— WHAT IS NEEDED —
Write only the number of lines in the entries below that contain the string "Comanche".

— Stored data entries —

================

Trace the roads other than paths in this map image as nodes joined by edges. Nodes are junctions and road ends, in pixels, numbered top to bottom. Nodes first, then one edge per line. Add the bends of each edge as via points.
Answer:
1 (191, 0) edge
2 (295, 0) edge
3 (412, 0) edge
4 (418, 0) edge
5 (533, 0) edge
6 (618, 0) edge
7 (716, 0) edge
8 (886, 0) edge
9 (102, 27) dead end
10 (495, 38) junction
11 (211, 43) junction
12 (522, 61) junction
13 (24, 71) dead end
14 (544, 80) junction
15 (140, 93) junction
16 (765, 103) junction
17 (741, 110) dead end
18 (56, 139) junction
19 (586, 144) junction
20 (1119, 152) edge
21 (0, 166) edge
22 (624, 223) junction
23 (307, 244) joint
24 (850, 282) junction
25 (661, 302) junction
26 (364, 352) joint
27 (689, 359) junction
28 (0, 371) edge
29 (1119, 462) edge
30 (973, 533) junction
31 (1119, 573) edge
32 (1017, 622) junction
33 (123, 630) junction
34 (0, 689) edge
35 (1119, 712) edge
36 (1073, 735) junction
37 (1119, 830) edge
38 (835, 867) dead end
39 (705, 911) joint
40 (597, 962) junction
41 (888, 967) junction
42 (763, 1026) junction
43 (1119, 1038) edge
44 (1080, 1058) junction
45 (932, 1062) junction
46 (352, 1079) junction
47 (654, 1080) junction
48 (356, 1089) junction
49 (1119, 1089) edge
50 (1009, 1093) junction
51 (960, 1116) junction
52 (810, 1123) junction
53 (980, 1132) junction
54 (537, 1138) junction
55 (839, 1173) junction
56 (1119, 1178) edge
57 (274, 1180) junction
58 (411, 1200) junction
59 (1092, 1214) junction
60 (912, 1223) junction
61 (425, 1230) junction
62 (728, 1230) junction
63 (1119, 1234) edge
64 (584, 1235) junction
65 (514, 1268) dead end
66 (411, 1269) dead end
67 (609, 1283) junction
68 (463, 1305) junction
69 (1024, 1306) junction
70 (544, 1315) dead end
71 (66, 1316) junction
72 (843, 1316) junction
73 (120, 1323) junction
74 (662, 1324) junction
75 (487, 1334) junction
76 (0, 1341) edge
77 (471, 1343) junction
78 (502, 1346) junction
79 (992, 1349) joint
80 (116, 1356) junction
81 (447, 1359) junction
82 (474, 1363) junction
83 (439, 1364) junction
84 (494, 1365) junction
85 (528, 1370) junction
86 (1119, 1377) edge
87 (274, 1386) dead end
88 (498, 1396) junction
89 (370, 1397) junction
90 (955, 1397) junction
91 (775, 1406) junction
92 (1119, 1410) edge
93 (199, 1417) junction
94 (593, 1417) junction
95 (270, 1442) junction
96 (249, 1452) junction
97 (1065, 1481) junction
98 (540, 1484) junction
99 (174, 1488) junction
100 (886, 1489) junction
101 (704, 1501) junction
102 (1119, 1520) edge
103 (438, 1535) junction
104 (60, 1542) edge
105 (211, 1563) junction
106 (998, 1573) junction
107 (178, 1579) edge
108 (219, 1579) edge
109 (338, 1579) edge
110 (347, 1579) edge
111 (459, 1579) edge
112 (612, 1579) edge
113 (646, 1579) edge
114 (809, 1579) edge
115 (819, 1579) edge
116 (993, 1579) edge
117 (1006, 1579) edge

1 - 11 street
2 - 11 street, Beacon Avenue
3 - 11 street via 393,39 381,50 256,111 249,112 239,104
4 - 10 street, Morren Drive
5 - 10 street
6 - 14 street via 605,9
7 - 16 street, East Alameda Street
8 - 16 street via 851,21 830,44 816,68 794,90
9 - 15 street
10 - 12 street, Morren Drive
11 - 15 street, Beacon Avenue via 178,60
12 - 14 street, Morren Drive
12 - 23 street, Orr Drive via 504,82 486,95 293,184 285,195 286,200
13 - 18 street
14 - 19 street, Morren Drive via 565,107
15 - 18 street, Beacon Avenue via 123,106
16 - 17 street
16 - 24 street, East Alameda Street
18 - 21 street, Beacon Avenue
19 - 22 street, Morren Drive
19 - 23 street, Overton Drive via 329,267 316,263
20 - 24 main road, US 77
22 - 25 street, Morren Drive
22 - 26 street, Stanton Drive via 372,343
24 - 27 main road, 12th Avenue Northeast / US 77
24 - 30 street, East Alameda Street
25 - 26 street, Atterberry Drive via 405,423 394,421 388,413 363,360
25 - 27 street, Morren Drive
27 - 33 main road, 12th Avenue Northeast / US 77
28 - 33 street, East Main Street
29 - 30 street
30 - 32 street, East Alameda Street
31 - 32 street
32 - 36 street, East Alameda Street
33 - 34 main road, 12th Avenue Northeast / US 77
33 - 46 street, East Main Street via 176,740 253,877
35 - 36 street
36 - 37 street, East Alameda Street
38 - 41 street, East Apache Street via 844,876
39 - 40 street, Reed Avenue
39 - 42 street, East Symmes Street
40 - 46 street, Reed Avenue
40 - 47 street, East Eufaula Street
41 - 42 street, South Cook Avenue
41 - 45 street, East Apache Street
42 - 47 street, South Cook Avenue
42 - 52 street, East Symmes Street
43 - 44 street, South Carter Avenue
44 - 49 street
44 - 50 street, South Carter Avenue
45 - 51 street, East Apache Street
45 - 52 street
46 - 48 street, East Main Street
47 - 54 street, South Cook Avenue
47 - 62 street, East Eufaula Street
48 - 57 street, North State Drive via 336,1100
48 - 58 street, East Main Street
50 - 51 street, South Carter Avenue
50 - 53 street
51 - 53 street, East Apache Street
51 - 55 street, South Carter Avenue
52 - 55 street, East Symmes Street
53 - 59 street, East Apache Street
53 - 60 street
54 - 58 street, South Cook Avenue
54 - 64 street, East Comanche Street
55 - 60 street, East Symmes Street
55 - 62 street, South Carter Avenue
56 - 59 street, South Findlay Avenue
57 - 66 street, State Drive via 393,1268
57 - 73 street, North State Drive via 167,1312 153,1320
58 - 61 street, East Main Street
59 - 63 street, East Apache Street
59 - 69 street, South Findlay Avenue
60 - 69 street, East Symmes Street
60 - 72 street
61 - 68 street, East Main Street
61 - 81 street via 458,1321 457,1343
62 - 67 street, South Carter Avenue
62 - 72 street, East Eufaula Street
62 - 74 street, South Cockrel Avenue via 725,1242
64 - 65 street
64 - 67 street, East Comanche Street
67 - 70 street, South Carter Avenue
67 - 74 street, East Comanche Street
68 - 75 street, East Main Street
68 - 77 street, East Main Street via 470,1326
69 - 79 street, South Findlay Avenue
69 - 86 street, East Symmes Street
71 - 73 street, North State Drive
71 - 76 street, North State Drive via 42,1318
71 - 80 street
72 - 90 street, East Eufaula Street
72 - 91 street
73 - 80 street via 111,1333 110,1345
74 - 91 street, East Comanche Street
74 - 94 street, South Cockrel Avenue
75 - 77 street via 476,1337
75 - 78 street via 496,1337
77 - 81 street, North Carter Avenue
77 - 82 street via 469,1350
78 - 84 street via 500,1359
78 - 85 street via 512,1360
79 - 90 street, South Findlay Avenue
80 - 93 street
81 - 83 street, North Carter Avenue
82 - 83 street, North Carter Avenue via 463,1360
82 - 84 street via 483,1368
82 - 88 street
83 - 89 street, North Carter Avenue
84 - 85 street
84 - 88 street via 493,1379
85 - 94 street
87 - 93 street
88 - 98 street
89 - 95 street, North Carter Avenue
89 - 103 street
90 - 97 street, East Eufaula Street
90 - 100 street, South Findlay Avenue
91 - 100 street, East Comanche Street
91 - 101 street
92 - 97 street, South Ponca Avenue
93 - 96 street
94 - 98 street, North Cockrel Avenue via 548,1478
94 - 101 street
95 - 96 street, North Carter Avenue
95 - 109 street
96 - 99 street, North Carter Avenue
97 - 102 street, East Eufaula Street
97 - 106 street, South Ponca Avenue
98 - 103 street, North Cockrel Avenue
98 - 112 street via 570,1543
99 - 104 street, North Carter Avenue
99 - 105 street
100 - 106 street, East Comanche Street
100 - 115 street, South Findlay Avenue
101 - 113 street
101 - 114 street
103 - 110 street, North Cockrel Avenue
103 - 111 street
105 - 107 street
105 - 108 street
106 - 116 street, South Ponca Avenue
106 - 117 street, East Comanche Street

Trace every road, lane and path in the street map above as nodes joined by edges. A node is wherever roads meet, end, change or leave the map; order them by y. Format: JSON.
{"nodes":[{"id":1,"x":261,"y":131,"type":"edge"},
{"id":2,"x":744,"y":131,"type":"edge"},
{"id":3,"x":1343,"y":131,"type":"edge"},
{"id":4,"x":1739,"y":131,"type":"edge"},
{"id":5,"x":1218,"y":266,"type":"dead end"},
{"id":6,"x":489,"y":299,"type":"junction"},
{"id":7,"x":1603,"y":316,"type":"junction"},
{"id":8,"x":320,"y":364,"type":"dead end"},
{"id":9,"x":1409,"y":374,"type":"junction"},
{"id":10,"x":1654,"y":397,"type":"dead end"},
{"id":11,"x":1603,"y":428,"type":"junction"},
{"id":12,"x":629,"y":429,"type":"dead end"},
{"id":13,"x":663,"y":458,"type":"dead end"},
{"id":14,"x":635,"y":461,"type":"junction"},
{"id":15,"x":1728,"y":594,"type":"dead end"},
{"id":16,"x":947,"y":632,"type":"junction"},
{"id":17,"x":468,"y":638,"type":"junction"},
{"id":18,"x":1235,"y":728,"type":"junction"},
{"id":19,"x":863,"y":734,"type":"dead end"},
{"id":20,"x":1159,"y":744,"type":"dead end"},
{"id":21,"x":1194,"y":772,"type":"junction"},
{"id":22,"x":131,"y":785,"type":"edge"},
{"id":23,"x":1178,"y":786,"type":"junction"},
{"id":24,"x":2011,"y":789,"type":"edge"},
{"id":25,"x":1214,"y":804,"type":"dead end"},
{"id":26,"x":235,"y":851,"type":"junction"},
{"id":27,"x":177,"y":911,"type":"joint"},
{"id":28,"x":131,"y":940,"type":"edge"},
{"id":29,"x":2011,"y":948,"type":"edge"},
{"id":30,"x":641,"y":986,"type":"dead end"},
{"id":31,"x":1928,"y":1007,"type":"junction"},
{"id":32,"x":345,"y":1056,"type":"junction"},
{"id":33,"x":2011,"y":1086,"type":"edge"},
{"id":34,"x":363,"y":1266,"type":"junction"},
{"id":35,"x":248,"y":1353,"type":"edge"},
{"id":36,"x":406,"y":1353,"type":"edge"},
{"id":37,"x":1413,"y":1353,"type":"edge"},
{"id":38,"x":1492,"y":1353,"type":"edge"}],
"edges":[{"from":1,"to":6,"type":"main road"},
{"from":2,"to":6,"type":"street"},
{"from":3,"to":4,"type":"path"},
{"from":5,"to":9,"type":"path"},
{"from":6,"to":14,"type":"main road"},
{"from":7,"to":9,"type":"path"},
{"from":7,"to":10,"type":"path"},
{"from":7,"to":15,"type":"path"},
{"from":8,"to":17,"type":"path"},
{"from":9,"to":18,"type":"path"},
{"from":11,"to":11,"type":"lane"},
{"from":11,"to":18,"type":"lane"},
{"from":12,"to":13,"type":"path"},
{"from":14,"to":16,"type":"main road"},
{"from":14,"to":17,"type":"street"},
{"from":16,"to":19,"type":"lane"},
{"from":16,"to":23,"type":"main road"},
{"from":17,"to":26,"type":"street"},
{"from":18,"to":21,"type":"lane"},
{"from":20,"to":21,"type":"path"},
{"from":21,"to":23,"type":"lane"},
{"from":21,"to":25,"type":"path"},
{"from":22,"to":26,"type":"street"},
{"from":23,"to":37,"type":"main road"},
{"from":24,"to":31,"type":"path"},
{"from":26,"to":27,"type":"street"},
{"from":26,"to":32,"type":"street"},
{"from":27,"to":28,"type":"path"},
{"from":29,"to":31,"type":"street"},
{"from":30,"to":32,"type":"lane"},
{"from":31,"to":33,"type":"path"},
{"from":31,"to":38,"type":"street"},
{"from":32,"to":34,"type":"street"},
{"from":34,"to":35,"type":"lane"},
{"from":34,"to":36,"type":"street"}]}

================

— OUTPUT FOR THIS TASK —
7